Across all the entries, tally the lines holding the word "көчөсү", and give the number by itself.

▼▼▼

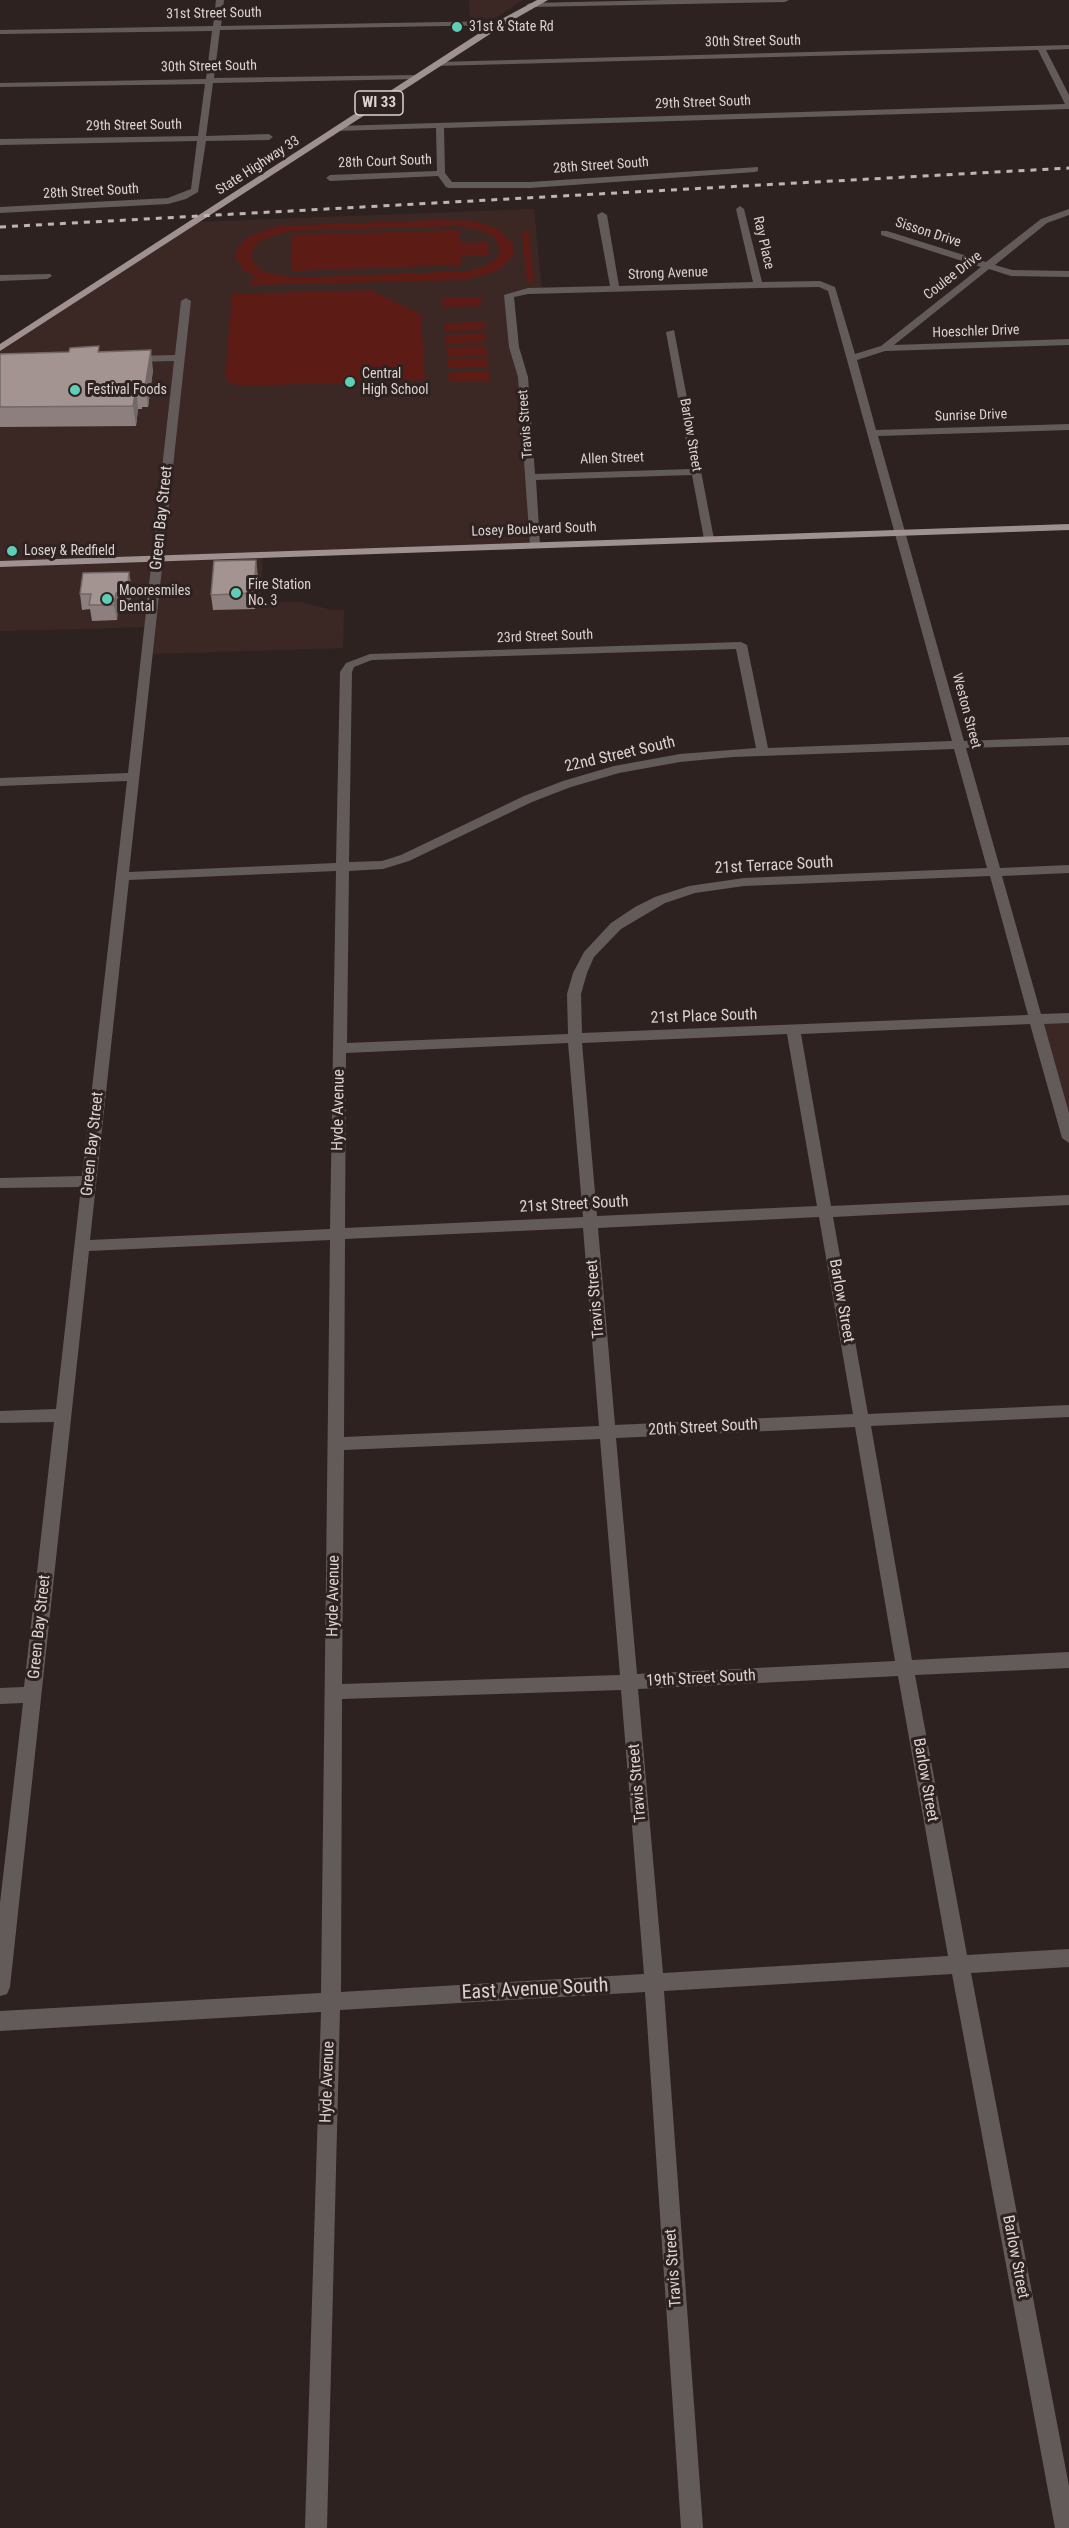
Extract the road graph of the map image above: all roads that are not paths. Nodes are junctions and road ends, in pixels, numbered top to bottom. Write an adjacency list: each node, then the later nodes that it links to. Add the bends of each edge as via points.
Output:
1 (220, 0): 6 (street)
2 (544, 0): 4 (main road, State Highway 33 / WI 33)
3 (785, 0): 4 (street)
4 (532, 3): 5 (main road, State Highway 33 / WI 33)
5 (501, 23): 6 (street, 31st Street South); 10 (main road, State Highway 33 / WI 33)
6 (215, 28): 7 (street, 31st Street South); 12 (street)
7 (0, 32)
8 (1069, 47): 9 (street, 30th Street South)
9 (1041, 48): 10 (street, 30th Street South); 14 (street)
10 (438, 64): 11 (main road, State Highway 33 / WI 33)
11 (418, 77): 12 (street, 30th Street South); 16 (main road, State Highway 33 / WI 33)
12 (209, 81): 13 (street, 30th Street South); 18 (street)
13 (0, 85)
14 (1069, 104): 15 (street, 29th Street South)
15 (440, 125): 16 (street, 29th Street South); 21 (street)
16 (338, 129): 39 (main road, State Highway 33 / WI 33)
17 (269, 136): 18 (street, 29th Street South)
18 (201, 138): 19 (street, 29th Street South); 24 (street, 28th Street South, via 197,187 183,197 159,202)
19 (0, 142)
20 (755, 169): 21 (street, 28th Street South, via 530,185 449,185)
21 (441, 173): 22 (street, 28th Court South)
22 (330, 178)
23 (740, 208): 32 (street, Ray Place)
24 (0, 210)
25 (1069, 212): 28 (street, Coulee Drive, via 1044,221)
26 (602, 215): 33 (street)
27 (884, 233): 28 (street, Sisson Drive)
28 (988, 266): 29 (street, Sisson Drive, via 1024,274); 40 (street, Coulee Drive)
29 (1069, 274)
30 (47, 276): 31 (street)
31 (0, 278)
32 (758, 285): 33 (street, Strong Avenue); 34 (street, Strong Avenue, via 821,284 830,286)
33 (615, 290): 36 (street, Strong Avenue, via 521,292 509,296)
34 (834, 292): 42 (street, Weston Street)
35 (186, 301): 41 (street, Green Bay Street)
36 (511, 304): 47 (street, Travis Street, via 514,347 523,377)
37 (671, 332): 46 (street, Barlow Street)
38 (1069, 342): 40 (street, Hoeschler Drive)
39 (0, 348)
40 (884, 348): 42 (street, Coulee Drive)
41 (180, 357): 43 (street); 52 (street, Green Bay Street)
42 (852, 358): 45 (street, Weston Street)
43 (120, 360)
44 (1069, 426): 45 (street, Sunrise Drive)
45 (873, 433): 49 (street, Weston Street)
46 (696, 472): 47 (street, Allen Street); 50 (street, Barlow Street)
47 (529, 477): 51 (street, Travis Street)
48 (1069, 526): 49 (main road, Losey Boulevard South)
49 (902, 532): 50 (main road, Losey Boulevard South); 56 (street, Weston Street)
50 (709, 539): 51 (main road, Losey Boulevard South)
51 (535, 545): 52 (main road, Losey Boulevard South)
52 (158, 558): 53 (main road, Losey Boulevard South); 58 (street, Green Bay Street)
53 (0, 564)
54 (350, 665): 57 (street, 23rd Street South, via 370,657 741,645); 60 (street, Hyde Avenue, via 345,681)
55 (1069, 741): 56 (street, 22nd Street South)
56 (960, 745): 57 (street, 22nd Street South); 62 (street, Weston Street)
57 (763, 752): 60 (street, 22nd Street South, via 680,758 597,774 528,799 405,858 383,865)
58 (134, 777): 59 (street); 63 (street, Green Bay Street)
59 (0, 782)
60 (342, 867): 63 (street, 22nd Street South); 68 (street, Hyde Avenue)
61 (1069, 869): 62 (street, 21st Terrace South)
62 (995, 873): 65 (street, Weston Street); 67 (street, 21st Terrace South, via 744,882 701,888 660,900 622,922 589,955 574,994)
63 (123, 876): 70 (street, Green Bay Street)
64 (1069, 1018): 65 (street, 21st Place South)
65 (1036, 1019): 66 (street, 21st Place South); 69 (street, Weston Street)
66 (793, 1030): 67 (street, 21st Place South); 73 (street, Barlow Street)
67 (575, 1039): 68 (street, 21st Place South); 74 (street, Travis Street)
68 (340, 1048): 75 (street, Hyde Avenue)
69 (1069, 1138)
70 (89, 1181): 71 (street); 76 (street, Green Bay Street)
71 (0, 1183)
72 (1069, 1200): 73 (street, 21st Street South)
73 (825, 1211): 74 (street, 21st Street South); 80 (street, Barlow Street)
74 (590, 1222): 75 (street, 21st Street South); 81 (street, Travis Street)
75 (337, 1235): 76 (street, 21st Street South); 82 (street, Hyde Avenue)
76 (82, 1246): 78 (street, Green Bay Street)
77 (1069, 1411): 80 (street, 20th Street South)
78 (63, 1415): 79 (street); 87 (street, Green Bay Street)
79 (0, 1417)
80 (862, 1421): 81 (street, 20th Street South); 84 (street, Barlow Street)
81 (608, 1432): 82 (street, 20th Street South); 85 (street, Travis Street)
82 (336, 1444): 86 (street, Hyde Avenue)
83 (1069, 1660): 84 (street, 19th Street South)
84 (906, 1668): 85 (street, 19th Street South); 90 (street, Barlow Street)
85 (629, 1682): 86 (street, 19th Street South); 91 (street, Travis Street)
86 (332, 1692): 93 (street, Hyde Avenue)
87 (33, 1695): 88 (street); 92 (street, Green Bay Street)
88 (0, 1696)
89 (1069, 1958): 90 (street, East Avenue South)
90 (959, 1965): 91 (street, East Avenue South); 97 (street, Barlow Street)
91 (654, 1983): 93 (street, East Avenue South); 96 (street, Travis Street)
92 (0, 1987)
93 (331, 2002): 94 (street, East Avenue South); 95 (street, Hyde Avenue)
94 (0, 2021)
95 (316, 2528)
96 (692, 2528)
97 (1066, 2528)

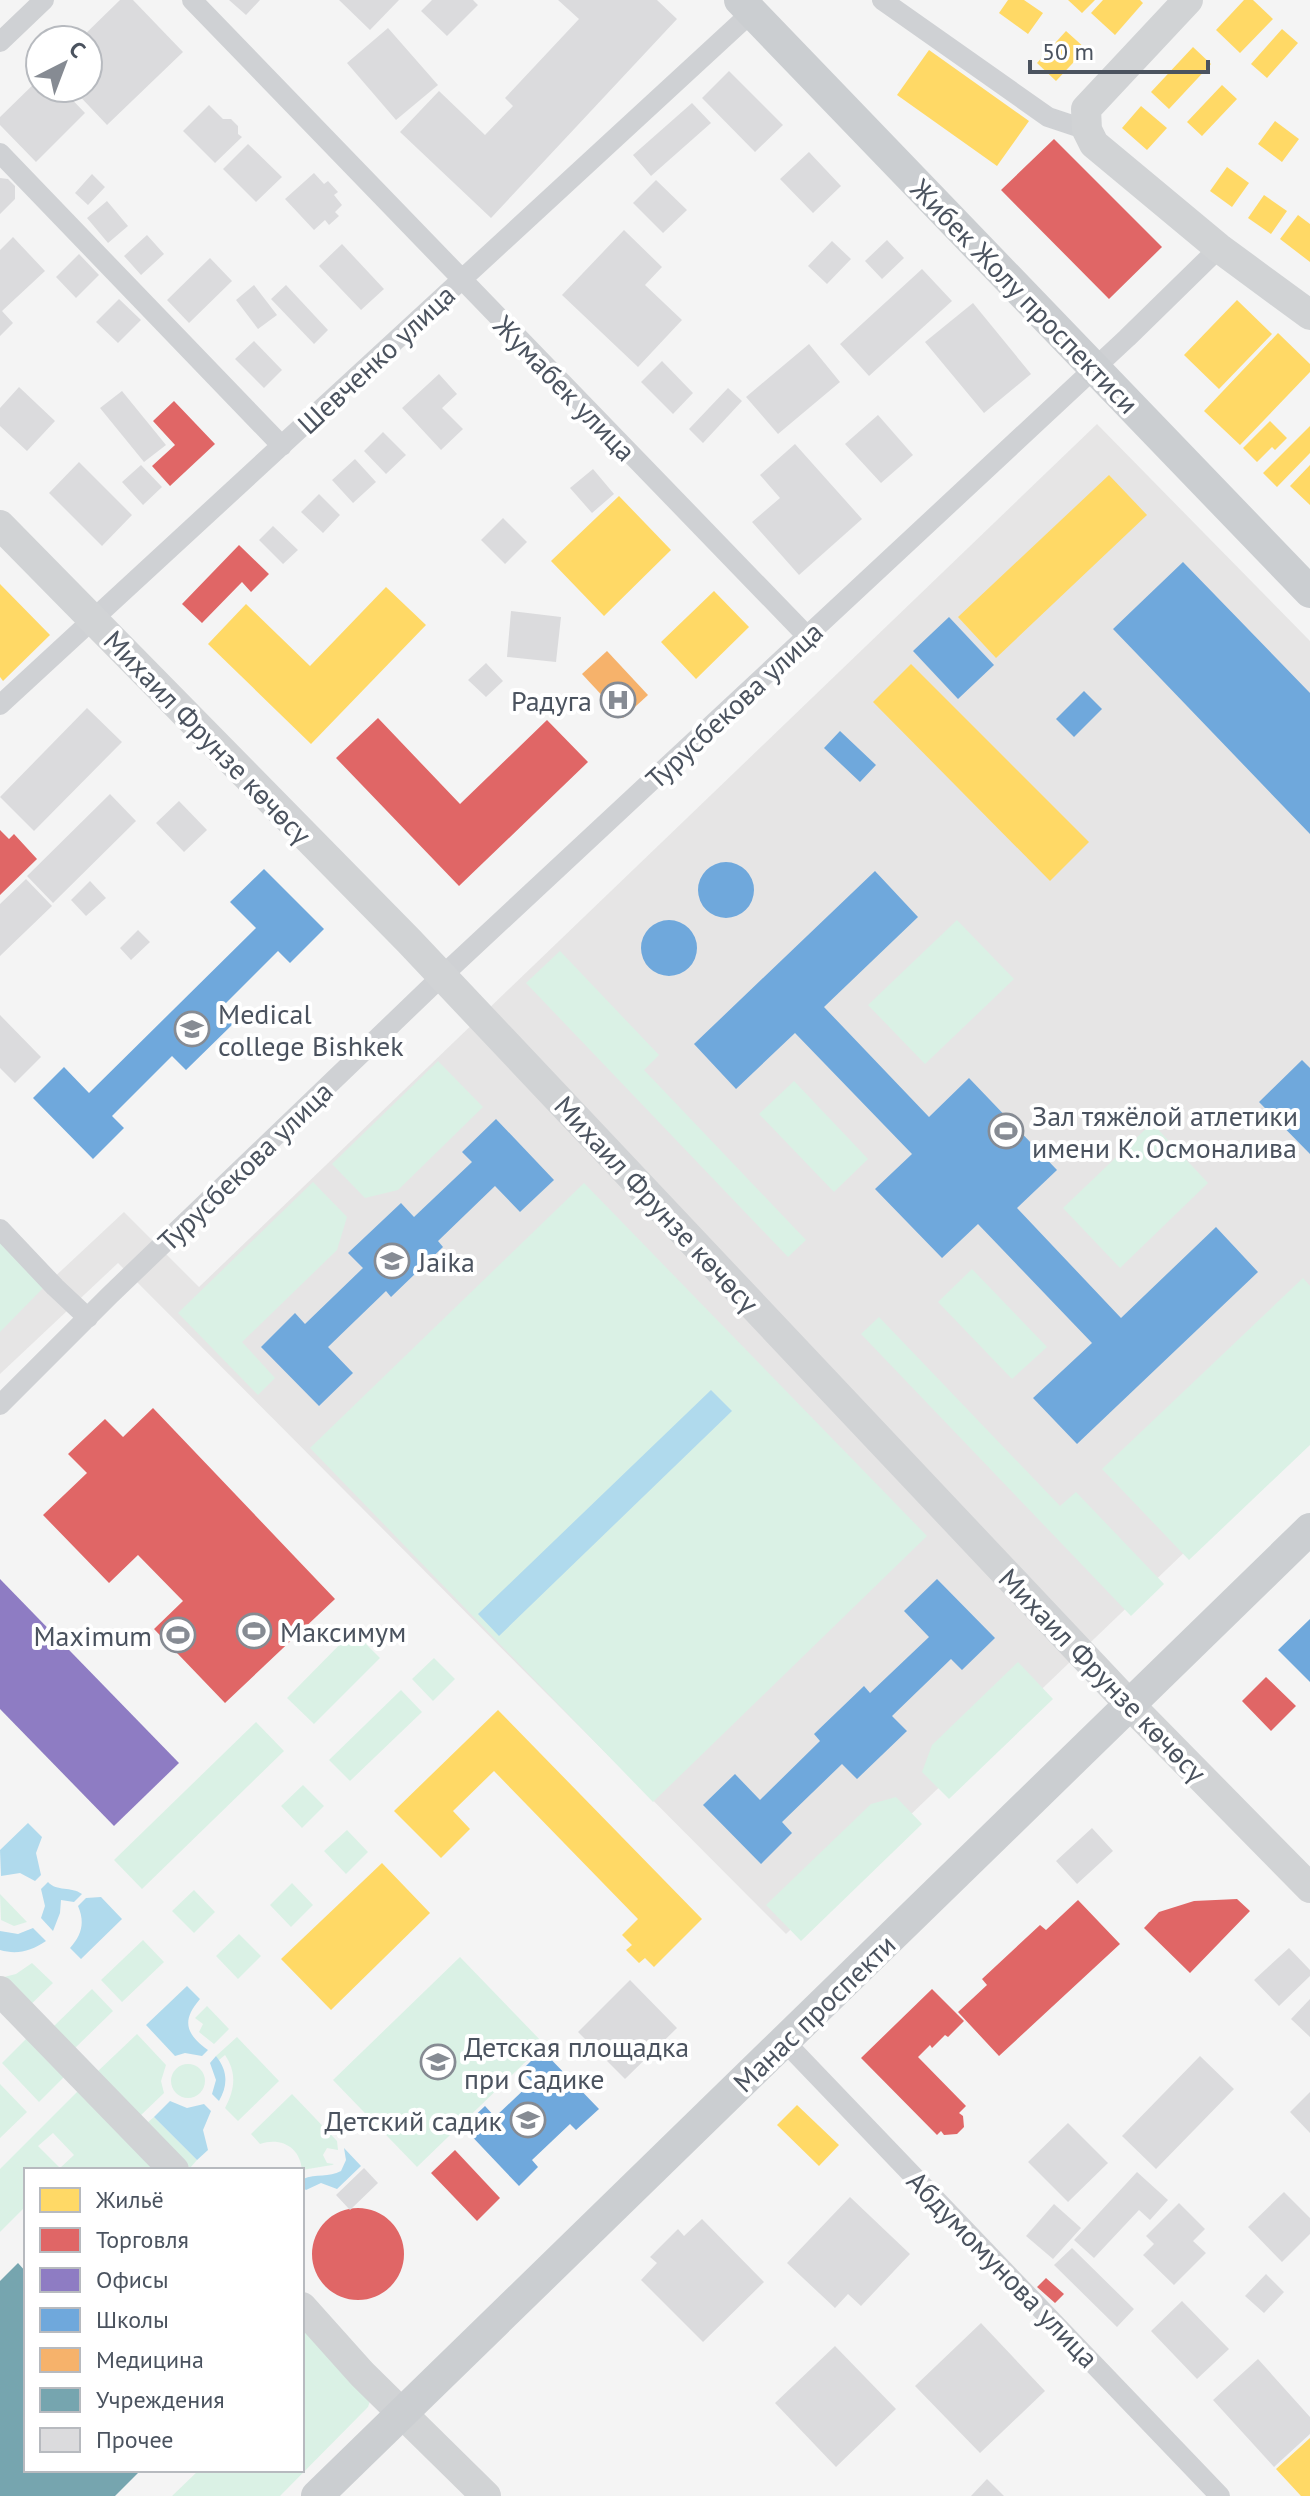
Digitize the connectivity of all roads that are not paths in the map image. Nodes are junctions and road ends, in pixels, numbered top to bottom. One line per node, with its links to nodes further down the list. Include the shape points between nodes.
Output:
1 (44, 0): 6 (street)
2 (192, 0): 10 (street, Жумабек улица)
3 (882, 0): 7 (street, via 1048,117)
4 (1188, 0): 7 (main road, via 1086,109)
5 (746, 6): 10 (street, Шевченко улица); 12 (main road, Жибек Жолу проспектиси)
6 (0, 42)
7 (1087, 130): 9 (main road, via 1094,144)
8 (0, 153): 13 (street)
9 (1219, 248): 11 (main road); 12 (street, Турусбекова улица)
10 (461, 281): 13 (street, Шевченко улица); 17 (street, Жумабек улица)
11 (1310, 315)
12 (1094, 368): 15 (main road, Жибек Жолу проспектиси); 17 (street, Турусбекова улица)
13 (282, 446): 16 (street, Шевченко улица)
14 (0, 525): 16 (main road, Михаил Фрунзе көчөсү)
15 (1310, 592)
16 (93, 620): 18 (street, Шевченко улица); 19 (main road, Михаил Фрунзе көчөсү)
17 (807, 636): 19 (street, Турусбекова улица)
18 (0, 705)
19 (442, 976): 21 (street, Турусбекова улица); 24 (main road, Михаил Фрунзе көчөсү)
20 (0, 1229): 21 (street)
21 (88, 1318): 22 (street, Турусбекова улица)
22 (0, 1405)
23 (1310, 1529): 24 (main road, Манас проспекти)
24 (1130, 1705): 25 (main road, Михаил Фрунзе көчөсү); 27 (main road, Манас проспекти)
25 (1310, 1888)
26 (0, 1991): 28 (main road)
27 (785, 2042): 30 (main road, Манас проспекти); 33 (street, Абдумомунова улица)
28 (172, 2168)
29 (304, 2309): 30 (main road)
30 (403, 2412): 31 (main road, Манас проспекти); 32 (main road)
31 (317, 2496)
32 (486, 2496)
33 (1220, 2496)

▲▲▲

_WRITTEN SOLUTION_
4